Every senior executive knows that bad hires are expensive. In fact, a bad hiring decision can cost up to 15 times that employee’s paycheck if you aren’t careful. Rather than firing bad employees, your best defense is to not hire them in the first place. So I direct you to Who, the A Method for Hiring, by Geoff Smart and Randy Street. This book outlines some solid strategies to help hiring managers avoid making the wrong choice.
The main thesis of the book is that hiring managers don’t adopt a systematic process when they hire new employees. Instead, they fall back on “gut instinct” or what Smart and Street call “voodoo hiring methods.” If you are going to make an A-class hire, they recommend a four-step process (the four “S’s”):
- The Scorecard – Use a scoring system that aligns the job requirements with the skill set you need. It should include three elements: A) Mission statement, outlining the hire’s corporate objective; B) Outcomes, which details results rather than activities (which is where most job descriptions go wrong); and C) Competencies, which describes the way you expect the candidate to achieve the results. Competencies should include both behavioral and cultural considerations, such as efficiency, honestly, aggressiveness, attention to detail, intelligence, productivity, etc.
- The Source – Where you find your candidates has a direct relationship on their capabilities. You need to consider whether the source was a network contact, staff, recruiter, or some other source. The quality of the source maps to the quality of the candidate, and be sure to offer incentives where appropriate to improve results.

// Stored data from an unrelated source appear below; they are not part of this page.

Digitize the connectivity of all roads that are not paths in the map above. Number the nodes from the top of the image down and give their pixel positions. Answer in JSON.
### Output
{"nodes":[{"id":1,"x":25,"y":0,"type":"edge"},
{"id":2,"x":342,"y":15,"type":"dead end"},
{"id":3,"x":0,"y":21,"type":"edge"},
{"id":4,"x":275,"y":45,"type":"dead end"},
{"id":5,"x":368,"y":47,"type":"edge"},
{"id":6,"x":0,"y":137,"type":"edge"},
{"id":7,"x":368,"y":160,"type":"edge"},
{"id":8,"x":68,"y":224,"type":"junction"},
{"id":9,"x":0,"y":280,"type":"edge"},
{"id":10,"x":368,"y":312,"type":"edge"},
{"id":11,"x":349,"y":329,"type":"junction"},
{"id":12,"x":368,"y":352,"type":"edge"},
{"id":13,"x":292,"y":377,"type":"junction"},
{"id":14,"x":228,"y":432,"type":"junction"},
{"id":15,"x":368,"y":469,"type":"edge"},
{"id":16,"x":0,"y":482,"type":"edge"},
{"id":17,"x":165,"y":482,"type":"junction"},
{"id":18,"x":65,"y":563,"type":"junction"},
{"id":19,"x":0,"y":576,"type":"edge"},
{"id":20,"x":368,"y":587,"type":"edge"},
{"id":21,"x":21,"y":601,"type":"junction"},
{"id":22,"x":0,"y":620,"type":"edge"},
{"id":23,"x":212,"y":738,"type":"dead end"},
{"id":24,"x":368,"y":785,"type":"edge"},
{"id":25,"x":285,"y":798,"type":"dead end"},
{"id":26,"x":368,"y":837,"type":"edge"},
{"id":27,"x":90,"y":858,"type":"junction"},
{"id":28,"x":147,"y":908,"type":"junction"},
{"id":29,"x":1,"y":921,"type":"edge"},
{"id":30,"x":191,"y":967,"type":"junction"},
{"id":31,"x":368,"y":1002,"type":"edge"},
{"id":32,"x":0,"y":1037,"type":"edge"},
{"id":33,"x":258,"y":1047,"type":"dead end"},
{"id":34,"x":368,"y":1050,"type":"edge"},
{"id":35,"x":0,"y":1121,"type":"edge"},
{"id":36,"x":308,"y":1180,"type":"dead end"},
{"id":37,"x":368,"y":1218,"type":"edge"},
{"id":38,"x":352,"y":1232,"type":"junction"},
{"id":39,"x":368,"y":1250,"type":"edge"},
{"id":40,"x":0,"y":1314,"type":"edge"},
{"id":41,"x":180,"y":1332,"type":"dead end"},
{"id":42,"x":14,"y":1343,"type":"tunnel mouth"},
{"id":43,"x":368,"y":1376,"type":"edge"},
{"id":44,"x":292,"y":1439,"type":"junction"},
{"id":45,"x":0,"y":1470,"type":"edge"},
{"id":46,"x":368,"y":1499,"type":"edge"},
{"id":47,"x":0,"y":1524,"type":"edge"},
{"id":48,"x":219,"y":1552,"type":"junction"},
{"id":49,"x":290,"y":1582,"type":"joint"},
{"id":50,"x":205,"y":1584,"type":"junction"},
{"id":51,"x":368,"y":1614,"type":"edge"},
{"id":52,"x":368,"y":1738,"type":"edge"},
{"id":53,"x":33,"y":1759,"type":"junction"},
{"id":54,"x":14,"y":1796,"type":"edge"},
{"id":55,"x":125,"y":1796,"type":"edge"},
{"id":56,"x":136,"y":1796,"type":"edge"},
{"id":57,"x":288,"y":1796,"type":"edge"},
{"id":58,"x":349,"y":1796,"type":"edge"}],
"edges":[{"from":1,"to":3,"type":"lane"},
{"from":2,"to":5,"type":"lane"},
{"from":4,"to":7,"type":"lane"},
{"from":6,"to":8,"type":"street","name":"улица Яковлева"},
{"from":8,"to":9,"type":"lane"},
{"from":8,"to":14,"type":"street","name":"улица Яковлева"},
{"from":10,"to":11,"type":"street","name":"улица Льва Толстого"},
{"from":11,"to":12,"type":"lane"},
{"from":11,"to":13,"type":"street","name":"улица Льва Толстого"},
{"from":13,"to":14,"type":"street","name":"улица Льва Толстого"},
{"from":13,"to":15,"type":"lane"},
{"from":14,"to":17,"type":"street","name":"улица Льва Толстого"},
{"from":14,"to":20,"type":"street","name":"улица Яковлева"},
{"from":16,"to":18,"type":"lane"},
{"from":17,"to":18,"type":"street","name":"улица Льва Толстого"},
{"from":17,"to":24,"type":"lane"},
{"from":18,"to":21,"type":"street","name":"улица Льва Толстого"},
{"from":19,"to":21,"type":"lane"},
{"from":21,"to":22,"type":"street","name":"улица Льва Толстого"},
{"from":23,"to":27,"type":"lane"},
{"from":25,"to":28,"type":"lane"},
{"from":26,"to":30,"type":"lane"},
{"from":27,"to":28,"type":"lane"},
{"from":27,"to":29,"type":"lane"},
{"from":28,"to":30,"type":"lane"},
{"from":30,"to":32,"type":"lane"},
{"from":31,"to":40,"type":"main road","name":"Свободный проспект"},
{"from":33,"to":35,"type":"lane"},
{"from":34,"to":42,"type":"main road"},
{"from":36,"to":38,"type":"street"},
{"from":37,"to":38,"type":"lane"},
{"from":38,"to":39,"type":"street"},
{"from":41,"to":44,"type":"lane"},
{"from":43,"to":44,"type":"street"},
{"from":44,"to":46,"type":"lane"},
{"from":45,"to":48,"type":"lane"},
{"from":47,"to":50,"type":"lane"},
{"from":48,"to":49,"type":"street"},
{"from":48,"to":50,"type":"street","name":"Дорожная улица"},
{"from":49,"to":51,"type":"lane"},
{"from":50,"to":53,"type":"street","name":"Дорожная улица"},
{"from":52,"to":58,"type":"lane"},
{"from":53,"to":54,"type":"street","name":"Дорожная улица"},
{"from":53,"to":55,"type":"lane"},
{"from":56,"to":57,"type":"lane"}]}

- Select – Smart and Street recommend a set of four progressively intense interviews to identify top candidates. 1) Screening first by telephone weeds out inappropriate candidates. The authors suggest a series of screening questions such as: “What are your career goals?” “What are you good at?” “What are you bad at?” “How would your last five bosses grade you?” 2) Topgrading, where you walk through a chronological job history, including reason for the hire, reason they left, what they achieved, and more. Drill down to get a complete picture of the candidate and how they function in a work setting. 3) Focus, where you have at least three team members conduct in-depth interviews of 45 minutes to an hour using the scorecard for guidance, and looking for details about experience, mistakes, and cultural and behavioral competencies. 4) Check references, including listening for what is unsaid or reading between the lines about a candidate.
- Sell – Once you have found the perfect prospect, you need to sign them up. The best candidates will require a little selling to accept, so the authors recommend using the five “F’s” – fit, family, freedom, fortune, and fun.
There are a number of insights you can take away from this book, but the big idea here is being able to put together a cogent, well-thought-out methodology behind your hiring strategy. Eliminating voodoo hiring practices in favor of a proven, repeatable approach that weeds out the bad apples and brings in the stellar candidates is your best bet for hiring success.